• WHAT IS REQUIRED: Leaving out any pictures, print the entries that follow exactly as they stand.

• Stored items:
• • •

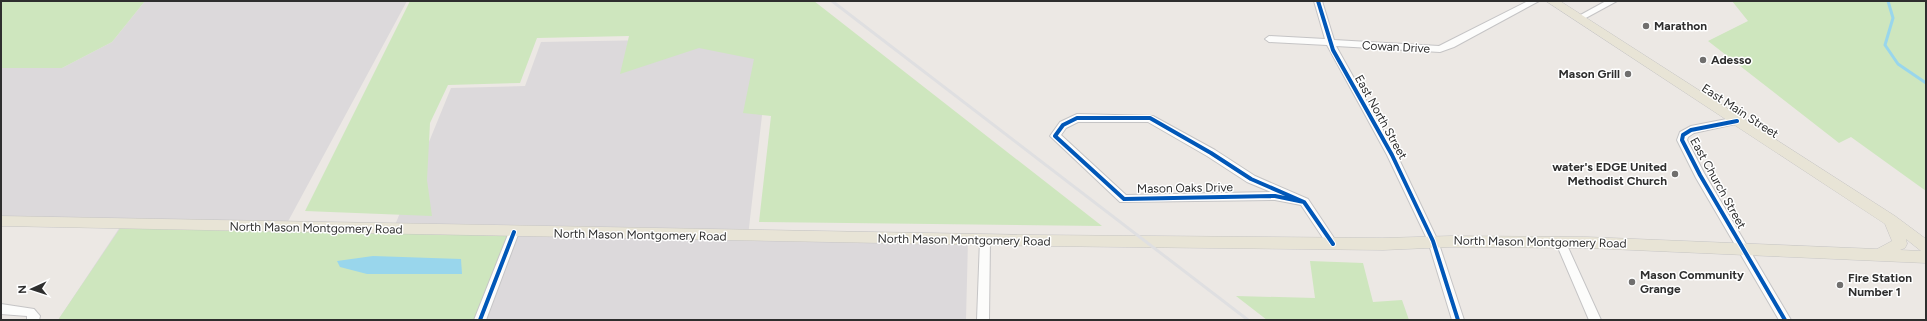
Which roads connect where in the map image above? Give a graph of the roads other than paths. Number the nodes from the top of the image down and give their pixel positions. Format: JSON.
{"nodes":[{"id":1,"x":1318,"y":1,"type":"edge"},
{"id":2,"x":1535,"y":1,"type":"edge"},
{"id":3,"x":1552,"y":1,"type":"edge"},
{"id":4,"x":1612,"y":1,"type":"edge"},
{"id":5,"x":1579,"y":18,"type":"junction"},
{"id":6,"x":1269,"y":39,"type":"dead end"},
{"id":7,"x":1329,"y":43,"type":"junction"},
{"id":8,"x":1737,"y":121,"type":"junction"},
{"id":9,"x":1304,"y":202,"type":"junction"},
{"id":10,"x":1890,"y":220,"type":"junction"},
{"id":11,"x":1,"y":221,"type":"edge"},
{"id":12,"x":514,"y":232,"type":"junction"},
{"id":13,"x":985,"y":240,"type":"junction"},
{"id":14,"x":1432,"y":241,"type":"junction"},
{"id":15,"x":1561,"y":243,"type":"junction"},
{"id":16,"x":1333,"y":244,"type":"junction"},
{"id":17,"x":1926,"y":247,"type":"edge"},
{"id":18,"x":1742,"y":248,"type":"junction"},
{"id":19,"x":1877,"y":255,"type":"junction"},
{"id":20,"x":1926,"y":257,"type":"edge"},
{"id":21,"x":1,"y":310,"type":"edge"},
{"id":22,"x":33,"y":320,"type":"edge"},
{"id":23,"x":480,"y":320,"type":"edge"},
{"id":24,"x":983,"y":320,"type":"edge"},
{"id":25,"x":1458,"y":320,"type":"edge"},
{"id":26,"x":1594,"y":320,"type":"edge"},
{"id":27,"x":1785,"y":320,"type":"edge"}],
"edges":[{"from":1,"to":7,"type":"street","name":"East North Street"},
{"from":2,"to":7,"type":"street","name":"Cowan Drive"},
{"from":3,"to":5,"type":"main road","name":"East Main Street"},
{"from":4,"to":5,"type":"street"},
{"from":5,"to":8,"type":"main road","name":"East Main Street"},
{"from":6,"to":7,"type":"street","name":"Cowan Drive"},
{"from":7,"to":14,"type":"street","name":"East North Street"},
{"from":8,"to":10,"type":"main road","name":"East Main Street"},
{"from":8,"to":18,"type":"street","name":"East Church Street"},
{"from":9,"to":9,"type":"street","name":"Mason Oaks Drive"},
{"from":9,"to":16,"type":"street"},
{"from":10,"to":17,"type":"main road","name":"East Main Street"},
{"from":10,"to":19,"type":"main road"},
{"from":11,"to":12,"type":"main road","name":"North Mason Montgomery Road"},
{"from":12,"to":13,"type":"main road","name":"North Mason Montgomery Road"},
{"from":12,"to":23,"type":"street"},
{"from":13,"to":16,"type":"main road","name":"North Mason Montgomery Road"},
{"from":13,"to":24,"type":"street"},
{"from":14,"to":15,"type":"main road","name":"North Mason Montgomery Road"},
{"from":14,"to":16,"type":"main road","name":"North Mason Montgomery Road"},
{"from":14,"to":25,"type":"street","name":"East North Street"},
{"from":15,"to":18,"type":"main road","name":"North Mason Montgomery Road"},
{"from":15,"to":26,"type":"street"},
{"from":18,"to":19,"type":"main road","name":"North Mason Montgomery Road"},
{"from":18,"to":27,"type":"street","name":"East Church Street"},
{"from":19,"to":20,"type":"main road","name":"North Mason Montgomery Road"},
{"from":21,"to":22,"type":"street"}]}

• • •

• WRITTEN ANSWER:
Which roads connect where in the map image above? Give a graph of the roads other than paths. Number the nodes from the top of the image down and give their pixel positions. Format: JSON.
{"nodes":[{"id":1,"x":1318,"y":1,"type":"edge"},
{"id":2,"x":1535,"y":1,"type":"edge"},
{"id":3,"x":1552,"y":1,"type":"edge"},
{"id":4,"x":1612,"y":1,"type":"edge"},
{"id":5,"x":1579,"y":18,"type":"junction"},
{"id":6,"x":1269,"y":39,"type":"dead end"},
{"id":7,"x":1329,"y":43,"type":"junction"},
{"id":8,"x":1737,"y":121,"type":"junction"},
{"id":9,"x":1304,"y":202,"type":"junction"},
{"id":10,"x":1890,"y":220,"type":"junction"},
{"id":11,"x":1,"y":221,"type":"edge"},
{"id":12,"x":514,"y":232,"type":"junction"},
{"id":13,"x":985,"y":240,"type":"junction"},
{"id":14,"x":1432,"y":241,"type":"junction"},
{"id":15,"x":1561,"y":243,"type":"junction"},
{"id":16,"x":1333,"y":244,"type":"junction"},
{"id":17,"x":1926,"y":247,"type":"edge"},
{"id":18,"x":1742,"y":248,"type":"junction"},
{"id":19,"x":1877,"y":255,"type":"junction"},
{"id":20,"x":1926,"y":257,"type":"edge"},
{"id":21,"x":1,"y":310,"type":"edge"},
{"id":22,"x":33,"y":320,"type":"edge"},
{"id":23,"x":480,"y":320,"type":"edge"},
{"id":24,"x":983,"y":320,"type":"edge"},
{"id":25,"x":1458,"y":320,"type":"edge"},
{"id":26,"x":1594,"y":320,"type":"edge"},
{"id":27,"x":1785,"y":320,"type":"edge"}],
"edges":[{"from":1,"to":7,"type":"street","name":"East North Street"},
{"from":2,"to":7,"type":"street","name":"Cowan Drive"},
{"from":3,"to":5,"type":"main road","name":"East Main Street"},
{"from":4,"to":5,"type":"street"},
{"from":5,"to":8,"type":"main road","name":"East Main Street"},
{"from":6,"to":7,"type":"street","name":"Cowan Drive"},
{"from":7,"to":14,"type":"street","name":"East North Street"},
{"from":8,"to":10,"type":"main road","name":"East Main Street"},
{"from":8,"to":18,"type":"street","name":"East Church Street"},
{"from":9,"to":9,"type":"street","name":"Mason Oaks Drive"},
{"from":9,"to":16,"type":"street"},
{"from":10,"to":17,"type":"main road","name":"East Main Street"},
{"from":10,"to":19,"type":"main road"},
{"from":11,"to":12,"type":"main road","name":"North Mason Montgomery Road"},
{"from":12,"to":13,"type":"main road","name":"North Mason Montgomery Road"},
{"from":12,"to":23,"type":"street"},
{"from":13,"to":16,"type":"main road","name":"North Mason Montgomery Road"},
{"from":13,"to":24,"type":"street"},
{"from":14,"to":15,"type":"main road","name":"North Mason Montgomery Road"},
{"from":14,"to":16,"type":"main road","name":"North Mason Montgomery Road"},
{"from":14,"to":25,"type":"street","name":"East North Street"},
{"from":15,"to":18,"type":"main road","name":"North Mason Montgomery Road"},
{"from":15,"to":26,"type":"street"},
{"from":18,"to":19,"type":"main road","name":"North Mason Montgomery Road"},
{"from":18,"to":27,"type":"street","name":"East Church Street"},
{"from":19,"to":20,"type":"main road","name":"North Mason Montgomery Road"},
{"from":21,"to":22,"type":"street"}]}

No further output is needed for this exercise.